Scientific classification
- Kingdom: Plantae
- Clade: Tracheophytes
- Clade: Angiosperms
- Clade: Eudicots
- Clade: Rosids
- Order: Malpighiales
- Family: Euphorbiaceae
- Genus: Ricinocarpos
- Species: R. crispatus
- Binomial name: Ricinocarpos crispatus Halford & R.J.F.Hend.

= Ricinocarpos crispatus =

- Genus: Ricinocarpos
- Species: crispatus
- Authority: Halford & R.J.F.Hend.

Species of shrub

Ricinocarpos crispatus is a species of flowering plant in the family Euphorbiaceae and is endemic to south-western Queensland.

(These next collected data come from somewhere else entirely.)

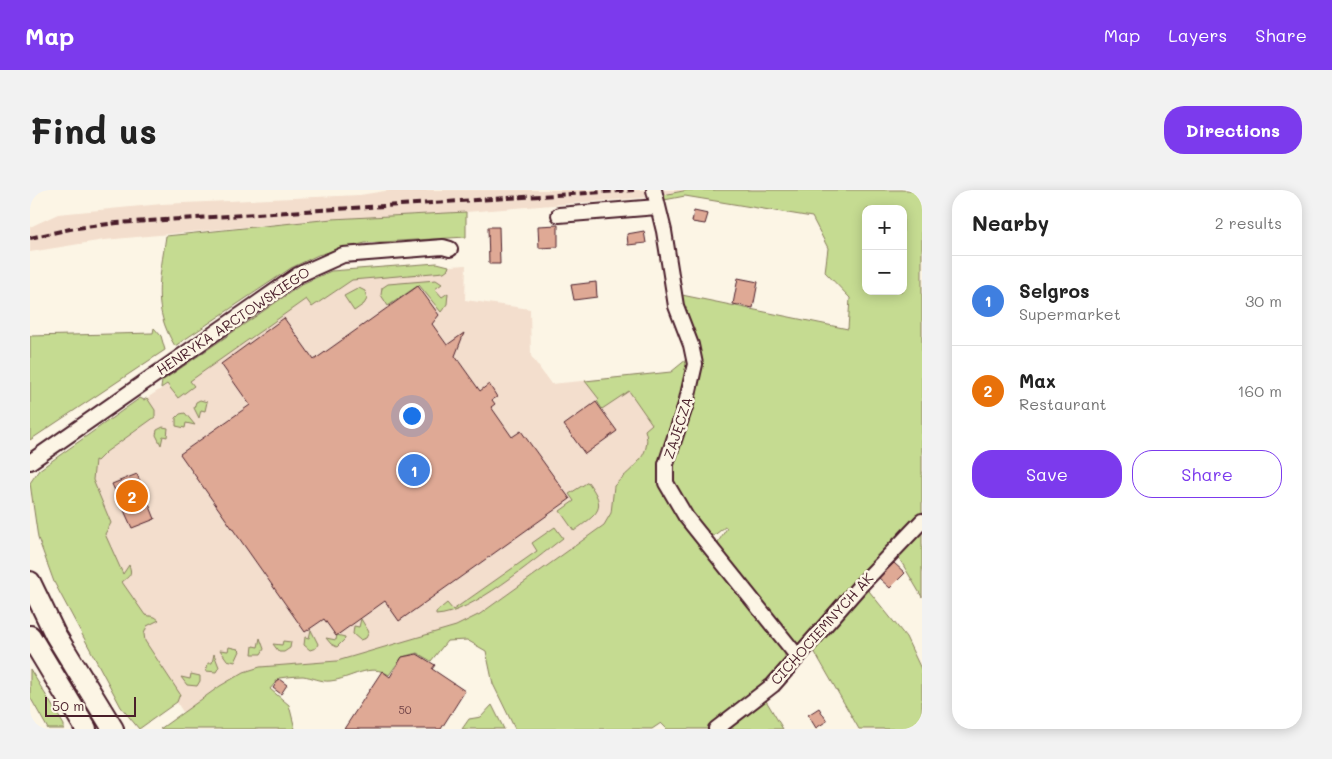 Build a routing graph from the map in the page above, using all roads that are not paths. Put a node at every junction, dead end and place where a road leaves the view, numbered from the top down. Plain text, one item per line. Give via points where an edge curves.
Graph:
1 (654, 190) edge
2 (657, 207) junction
3 (560, 216) dead end
4 (450, 249) dead end
5 (63, 439) junction
6 (30, 450) edge
7 (30, 462) edge
8 (922, 521) edge
9 (30, 582) edge
10 (30, 636) edge
11 (798, 657) junction
12 (86, 729) edge
13 (113, 729) edge
14 (716, 729) edge

1 - 2 street, ZAJĘCZA
2 - 3 street
2 - 11 street, ZAJĘCZA via 676,306 695,364 666,464 666,483 686,517
4 - 5 street, HENRYKA ARCTOWSKIEGO via 366,252 325,261 298,275
5 - 6 street, HENRYKA ARCTOWSKIEGO
5 - 7 street, HENRYKA ARCTOWSKIEGO
8 - 11 street, CICHOCIEMNYCH AK
9 - 13 main road via 59,641
10 - 12 main road
11 - 14 street, CICHOCIEMNYCH AK via 773,685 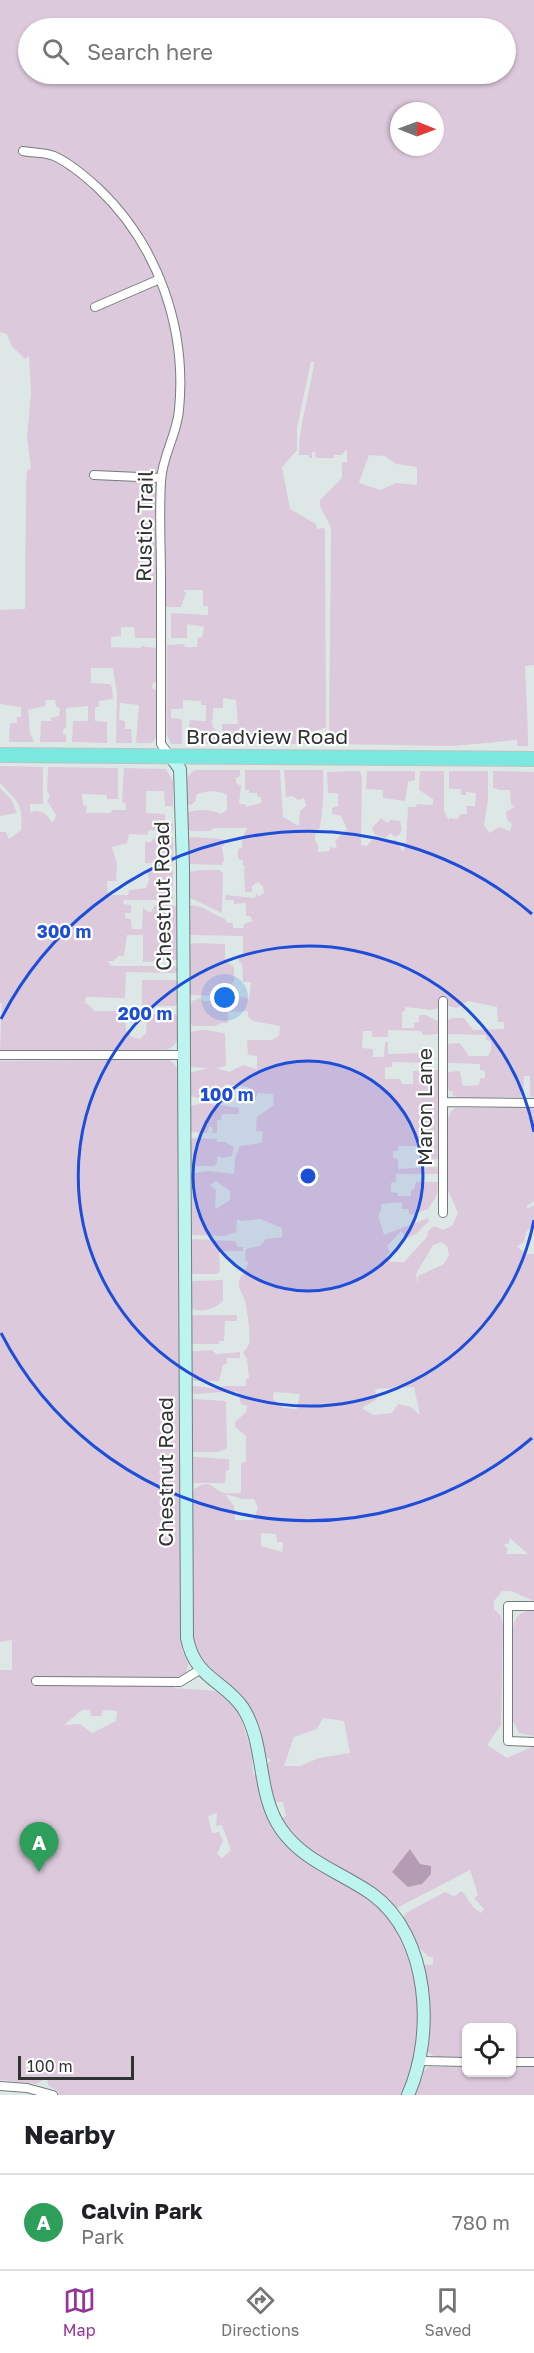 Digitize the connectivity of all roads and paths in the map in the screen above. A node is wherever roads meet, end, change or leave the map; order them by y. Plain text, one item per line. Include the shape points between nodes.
1 (23, 151) dead end
2 (160, 279) junction
3 (95, 307) dead end
4 (94, 475) dead end
5 (161, 478) junction
6 (0, 755) edge
7 (171, 757) junction
8 (534, 759) edge
9 (444, 1002) dead end
10 (0, 1054) edge
11 (184, 1054) junction
12 (443, 1102) junction
13 (534, 1103) edge
14 (443, 1213) dead end
15 (534, 1606) edge
16 (201, 1669) junction
17 (36, 1682) dead end
18 (534, 1742) edge
19 (420, 2061) junction
20 (462, 2062) edge
21 (516, 2062) edge
22 (534, 2062) edge
23 (0, 2086) edge
24 (53, 2095) edge
25 (408, 2095) edge

1 - 2 street, Rustic Trail via 56,157 94,185 137,234
2 - 3 street
2 - 5 street, Rustic Trail via 173,316 180,392 179,412
4 - 5 street
5 - 7 street, Rustic Trail via 161,744
6 - 7 main road, Broadview Road
7 - 8 main road, Broadview Road
7 - 11 street, Chestnut Road via 180,769
9 - 12 street, Maron Lane
10 - 11 street
11 - 16 street, Chestnut Road via 186,1627 190,1649
12 - 13 street
12 - 14 street, Maron Lane
15 - 18 street via 508,1606 508,1741
16 - 17 street via 180,1682
16 - 19 street, Chestnut Road via 243,1708 252,1728 275,1819 288,1838 318,1863 374,1895 393,1913 409,1938 421,1981
19 - 20 street
19 - 25 street, Chestnut Road
21 - 22 street
23 - 24 street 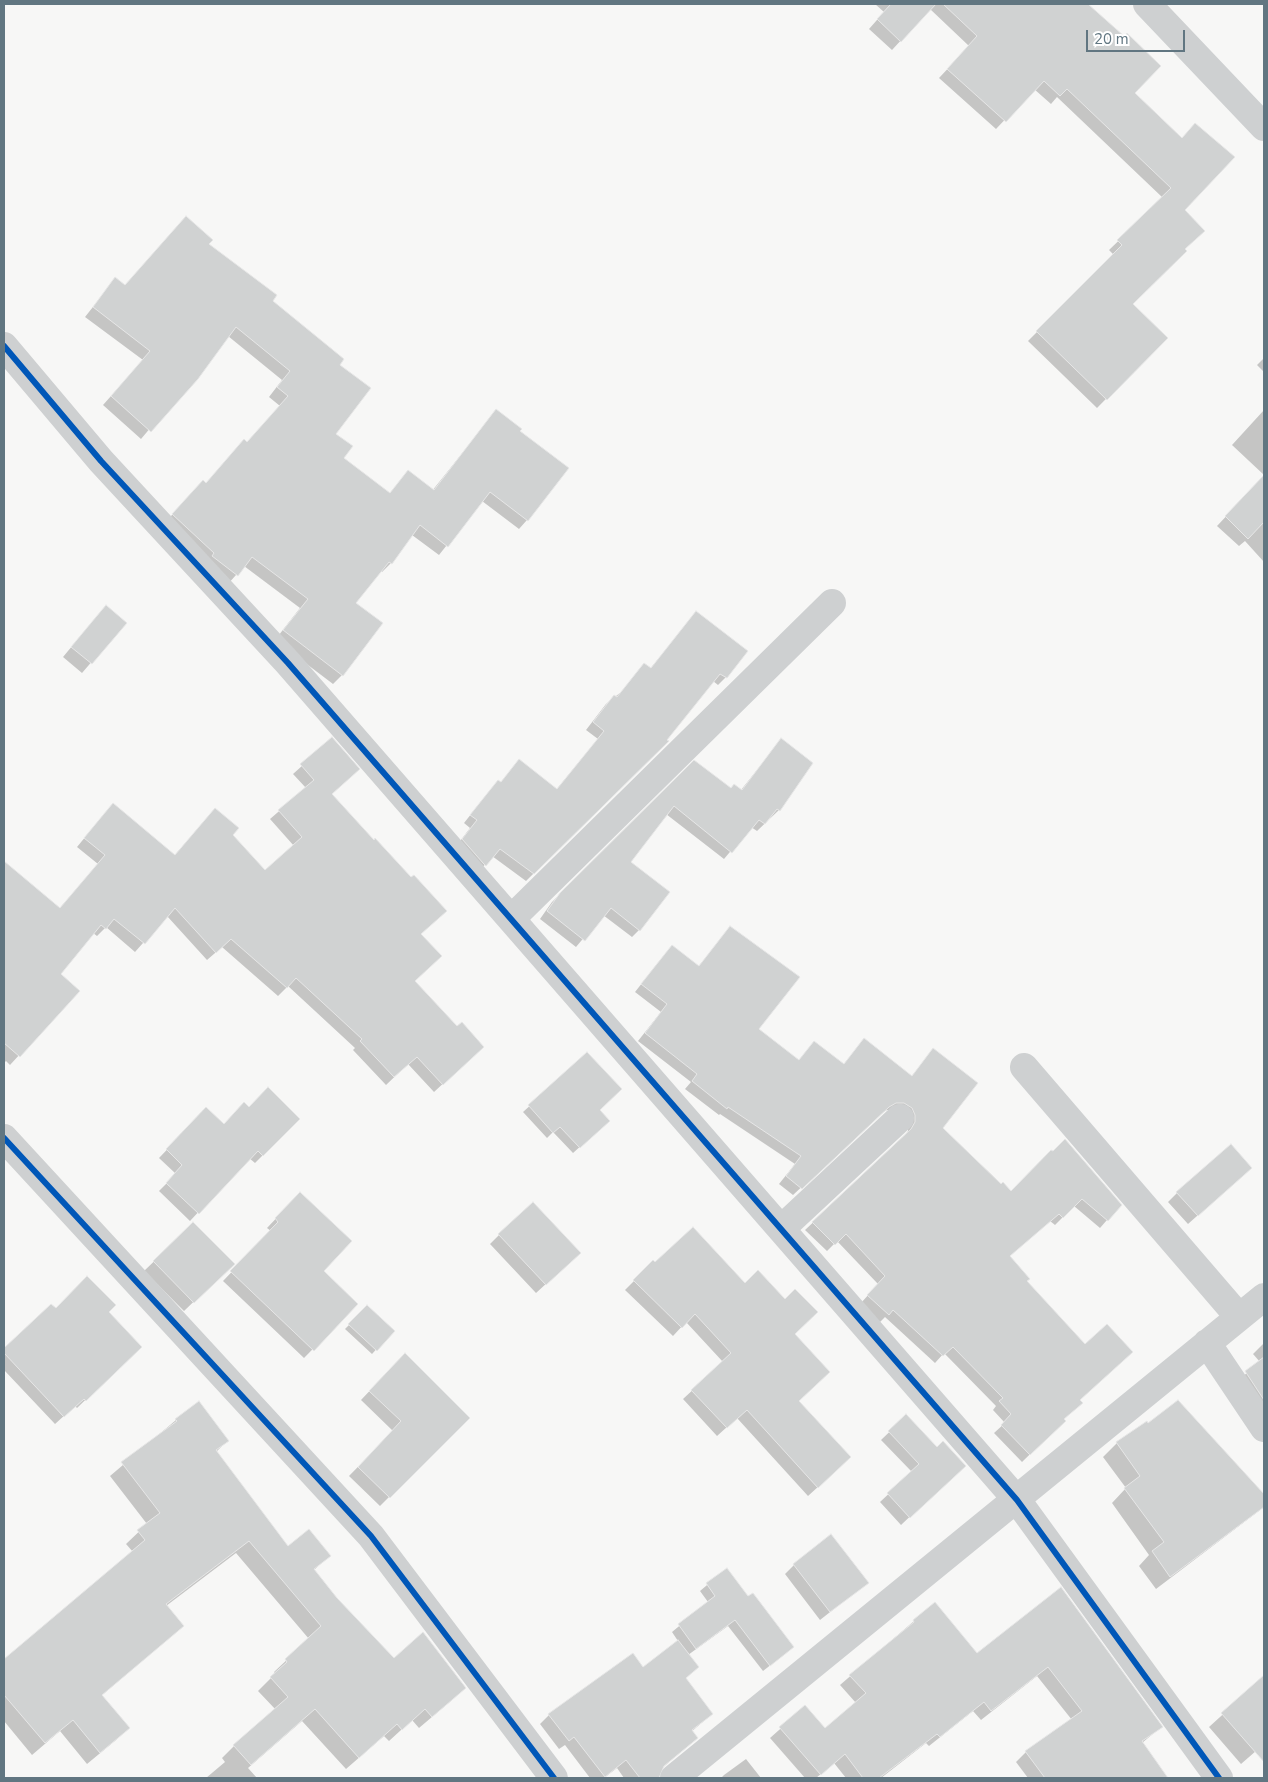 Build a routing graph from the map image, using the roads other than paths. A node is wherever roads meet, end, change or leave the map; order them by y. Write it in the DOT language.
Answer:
graph roads {
  1 [pos="1147,4"];
  2 [pos="1264,127"];
  3 [pos="4,346"];
  4 [pos="832,603"];
  5 [pos="511,919"];
  6 [pos="1024,1067"];
  7 [pos="900,1118"];
  8 [pos="4,1138"];
  9 [pos="781,1229"];
  10 [pos="1264,1297"];
  11 [pos="1240,1317"];
  12 [pos="1207,1343"];
  13 [pos="1264,1428"];
  14 [pos="1017,1500"];
  15 [pos="554,1778"];
  16 [pos="674,1778"];
  17 [pos="1219,1778"];
  1 -- 2 [label="street"];
  3 -- 5 [label="street"];
  4 -- 5 [label="street"];
  5 -- 9 [label="street"];
  6 -- 11 [label="street"];
  7 -- 9 [label="street"];
  8 -- 15 [label="street"];
  9 -- 14 [label="street"];
  10 -- 11 [label="street"];
  11 -- 12 [label="street"];
  12 -- 13 [label="street"];
  12 -- 14 [label="street"];
  14 -- 16 [label="street"];
  14 -- 17 [label="street"];
}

It is a monoecious or dioecious shrub with linear leaves and white flowers, arranged either singly, with two to four male flowers, or a single female flower surrounded by one or two male flowers.

==Description==
Ricinocarpos crispatus is a monoecious or dioecious shrub that typically grows to a height of up to 2 m, its young branchlets densely covered with greyish-white, star-shaped hairs. The leaves are linear, 15–25 mm long and 1–2 mm wide on a densely hairy petiole 1.2–3 mm long. The upper surface of the leaves becomes glabrous and the lower surface is woolly-hairy. The flowers are arranged either as a single male or female flower, or as clusters of two to four male flowers, or with a single female flower surrounded by one or two male flowers. Male flowers are on a slender, densely hairy pedicel 3–14 mm long, the sepals joined at the base and densely hairy, the sepal lobes egg-shaped, 3–4 mm long, the petals white and egg-shaped with the narrower end towards the base, 4–5 mm long and 2.3–2.6 mm wide with wavy or curly edges. Each male flower has 20 to 30 stamens. Female flowers are on a stout, hairy pedicel 3–12 mm long, the sepal lobes 3.4–4.0 mm long and 1.8–2.1 mm wide and the petals white and egg-shaped with the narrower end towards the base and 3.8–4.1 mm long with wavy or curly edges. Flowering has been observed in August and December, and the fruit is a flattened spherical capsule about 5 mm in diameter and covered with star-shaped hairs.

==Taxonomy and naming==
Ricinocarpos crispatus was first formally described in 2007 by David Halford and Rodney Henderson in the journal Austrobaileya from specimens collected in Mariala National Park in 1991. The specific epithet (crispatus) means irregularly waved and twisted, referring to the edges of the petals of this species.

==Distribution and habitat==
This species grows in shrubland on the slopes and crests of low tablelands, approximately in the area between Blackall, Quilpie and Charleville in south-western Queensland.